Nominations for this year’s Southern African Institute of Steel Construction (SAISC) Awards have featured in everything from local community newspapers to the Guinness Book of Records and have taken shape everywhere from Cape Town to West Africa.

The judging of almost 40 diverse nominated projects showcasing pioneering innovation and courageous design is complete, and planning for this year’s flagship event in Johannesburg on 19th October is rapidly gathering momentum. 

“This iconic annual steel industry event, which enables the Institute to promote the capabilities of steel – an infinitely diverse, resilient material of construction – provides an important platform for honouring the hard work of individuals and companies across the entire value chain,” says SAISC CEO Amanuel Gebremeskel.

Glamour and fun meet technology

Denise Sherman, SAISC Marketing and Management Consultant, says that although the red carpet event – commonly referred to as the ‘Oscars of the steel industry’ – will add some glamour, it is the ongoing hard work and innovation invested in the nominated and award-winning projects which will be the real drawcard.

Sherman says that the SAISC is expecting to host more than 750 industry attendees, at what promises to be a very colourful ‘dress up’ event, with its mediaeval Game of Thrones theme.

She hints that many popular aspects of former events have been retained – such as plenty of time for networking in the evening’s programme – however a few changes can be expected.
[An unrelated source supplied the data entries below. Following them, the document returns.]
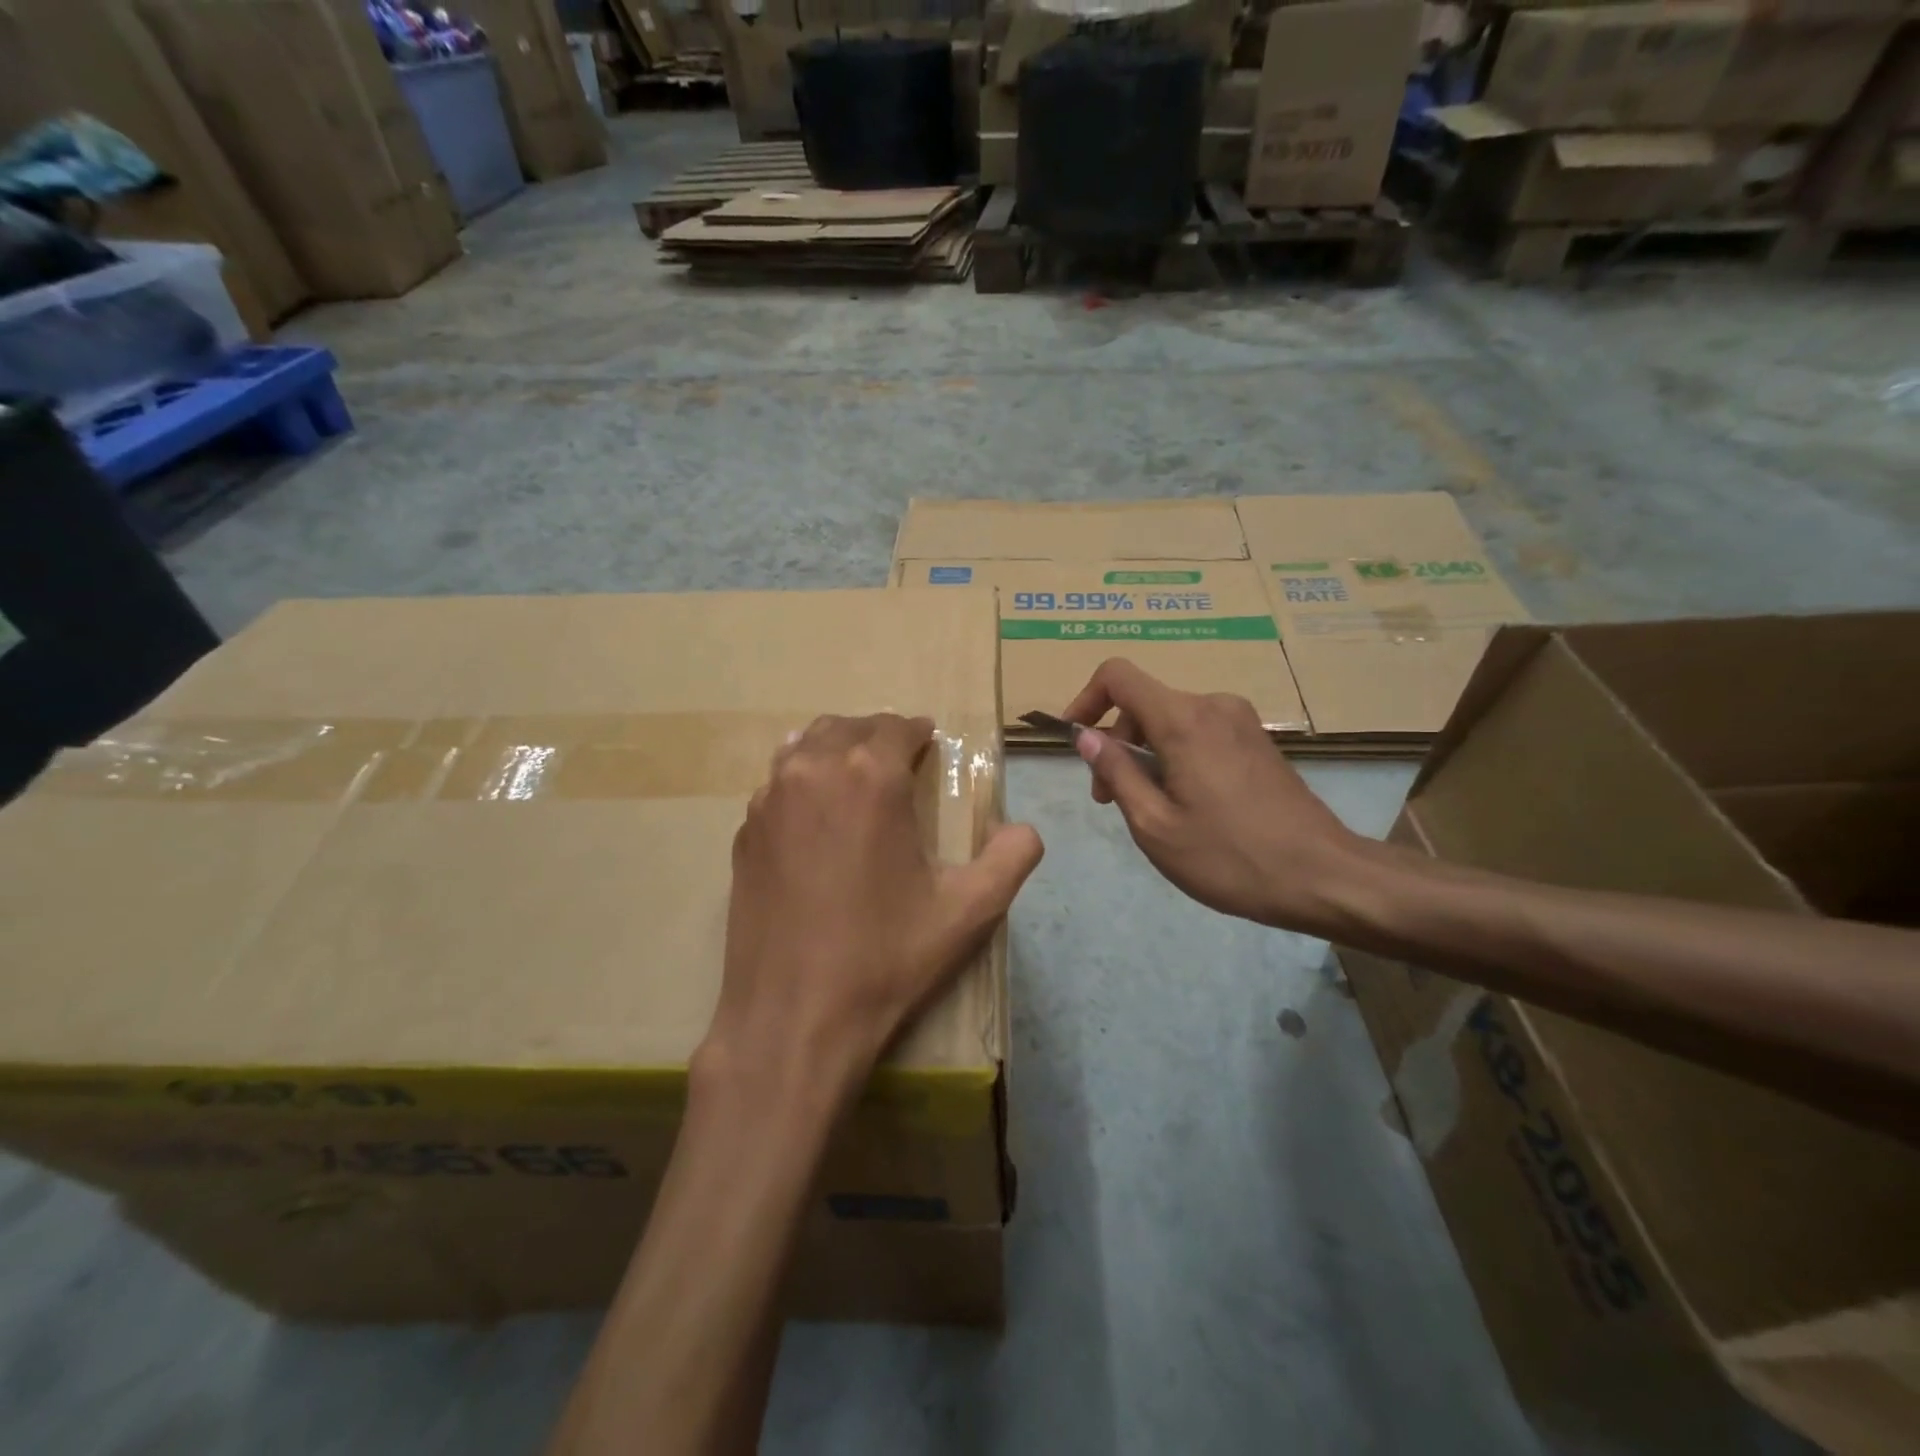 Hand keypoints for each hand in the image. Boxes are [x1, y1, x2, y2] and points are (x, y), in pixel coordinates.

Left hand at [702, 713, 1043, 1109]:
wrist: (793, 1018)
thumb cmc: (886, 958)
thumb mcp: (969, 911)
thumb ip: (1012, 858)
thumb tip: (1024, 830)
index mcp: (870, 776)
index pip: (896, 727)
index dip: (918, 733)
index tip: (929, 745)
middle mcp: (813, 771)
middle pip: (847, 727)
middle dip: (877, 736)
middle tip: (898, 761)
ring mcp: (768, 800)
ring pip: (804, 747)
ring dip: (835, 750)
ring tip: (855, 776)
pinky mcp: (744, 833)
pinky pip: (776, 785)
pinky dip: (801, 782)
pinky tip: (815, 817)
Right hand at [1061, 660, 1374, 934]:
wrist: (1324, 876)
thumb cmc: (1230, 857)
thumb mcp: (1155, 825)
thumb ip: (1116, 773)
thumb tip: (1086, 736)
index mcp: (1183, 720)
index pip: (1118, 676)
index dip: (1086, 699)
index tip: (1075, 741)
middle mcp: (1213, 705)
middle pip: (1143, 703)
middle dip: (1115, 743)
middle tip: (1108, 799)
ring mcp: (1240, 721)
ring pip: (1170, 720)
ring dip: (1144, 754)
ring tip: (1145, 808)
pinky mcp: (1257, 741)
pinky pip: (1199, 732)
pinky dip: (1175, 756)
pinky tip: (1183, 804) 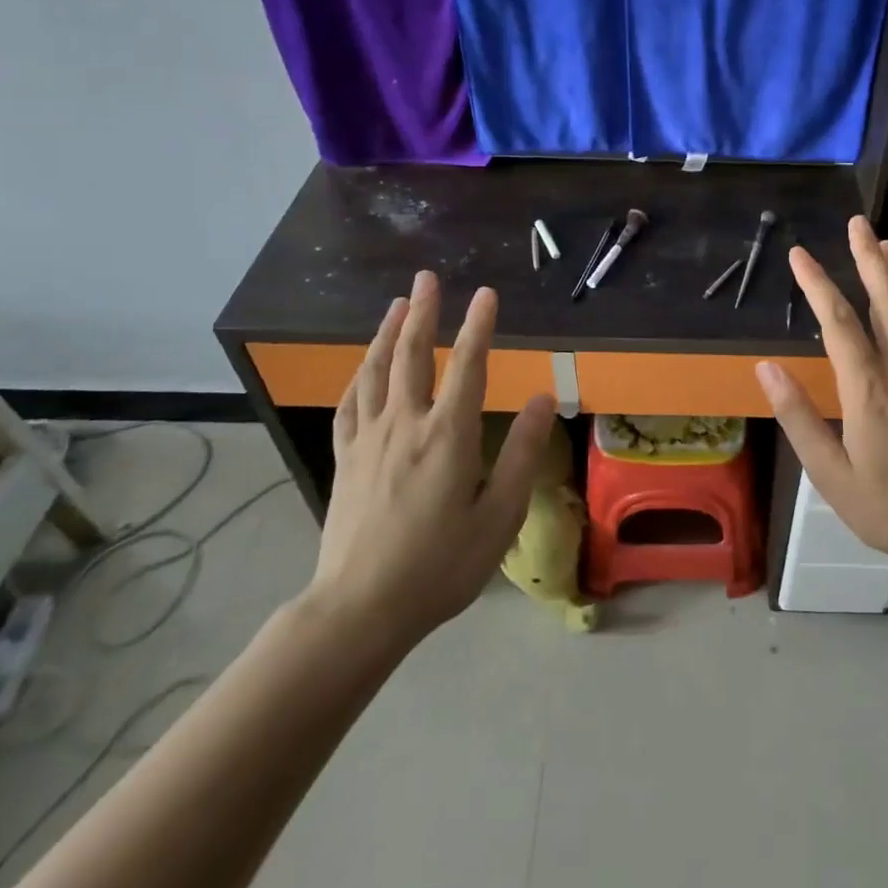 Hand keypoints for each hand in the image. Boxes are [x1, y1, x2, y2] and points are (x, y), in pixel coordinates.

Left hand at [306, 271, 556, 653]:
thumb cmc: (441, 566)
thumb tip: (542, 399)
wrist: (360, 610)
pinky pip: (350, 404)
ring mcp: (369, 440)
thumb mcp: (499, 515)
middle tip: (426, 277)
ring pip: (376, 371)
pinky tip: (362, 366)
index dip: (479, 326)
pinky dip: (358, 375)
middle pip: (412, 355)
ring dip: (387, 332)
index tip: (486, 293)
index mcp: (447, 436)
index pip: (467, 366)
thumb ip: (522, 453)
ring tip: (396, 304)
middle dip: (423, 312)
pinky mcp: (345, 459)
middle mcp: (405, 425)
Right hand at [755, 216, 887, 566]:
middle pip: (887, 298)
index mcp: (869, 389)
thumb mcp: (830, 473)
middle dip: (868, 256)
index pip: (839, 321)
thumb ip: (797, 416)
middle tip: (857, 223)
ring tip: (884, 243)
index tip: (800, 254)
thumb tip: (766, 368)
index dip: (817, 283) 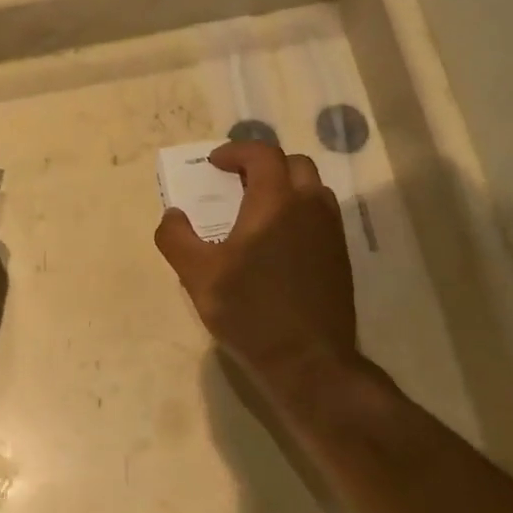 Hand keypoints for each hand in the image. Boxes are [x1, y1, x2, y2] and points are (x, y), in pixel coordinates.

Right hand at [154, 141, 359, 392]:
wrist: (308, 360)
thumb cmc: (249, 311)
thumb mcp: (197, 276)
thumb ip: (176, 238)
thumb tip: (173, 215)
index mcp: (275, 202)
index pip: (262, 154)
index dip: (237, 152)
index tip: (214, 166)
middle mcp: (309, 207)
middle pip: (293, 164)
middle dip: (264, 165)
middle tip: (236, 183)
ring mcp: (330, 233)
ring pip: (312, 189)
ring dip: (285, 187)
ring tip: (257, 210)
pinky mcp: (339, 258)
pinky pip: (321, 216)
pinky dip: (298, 212)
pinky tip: (278, 244) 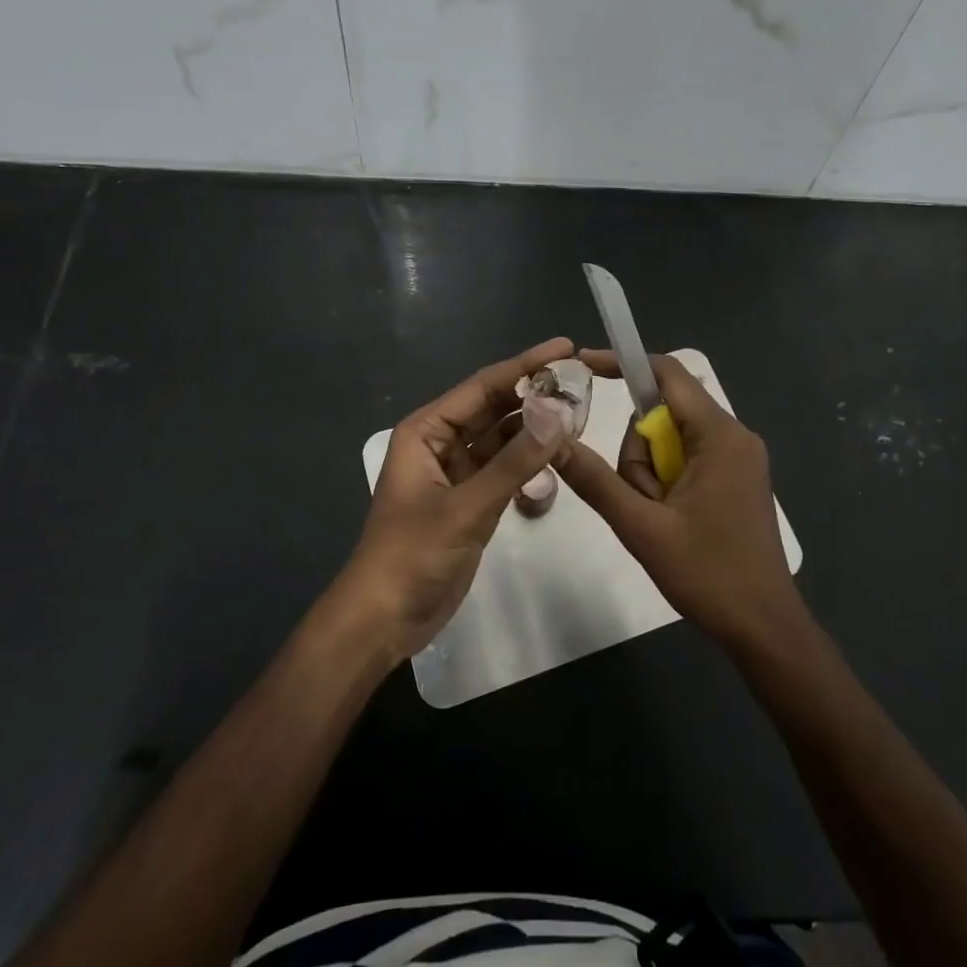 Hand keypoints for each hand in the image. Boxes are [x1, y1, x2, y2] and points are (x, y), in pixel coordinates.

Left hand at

These include fun elements such as prizes for the 3 best-dressed individuals; and one for the best-dressed table. 

This year’s Game of Thrones theme will not only add a fun element, taken as it is from the hit HBO series – but also highlights the importance of steel throughout the ages.

“Over thousands of years, few things had had as significant an impact on the development of the world as steel, which has effectively defined the way that people built structures, cultivated food, fought wars and travelled – to name but a few socio-political elements of life through the ages hallmarked by steel,” Sherman observes.

She adds that the entire process of nomination and presentation of projects has also been completely digitised this year, featuring an online template provided to assist with submissions to the SAISC’s recently revamped website. This has significantly improved the quality of entries this year.

“Both the nominators and project teams have embraced technology to showcase their projects. The quality of the project entry information is what makes the Steel Awards work so well, and is integral to their success,” she says.

Pan-African punch

“On a more serious note, the Game of Thrones portrays turbulent geo-politics and intense competition – very similar to what the world is experiencing currently, and which is impacting the steel industry not only internationally, but also across the African continent,” Gebremeskel comments.

This year, he notes, the Steel Awards have a distinctly Pan-African flavour, with the addition of a new Pan-Africa Trailblazer category: “We have a number of entries from all over the African continent. This year, the Awards demonstrate very tangibly how South Africa’s products are being used all over the continent, and feature projects which range from mining to the construction of a church,” he says.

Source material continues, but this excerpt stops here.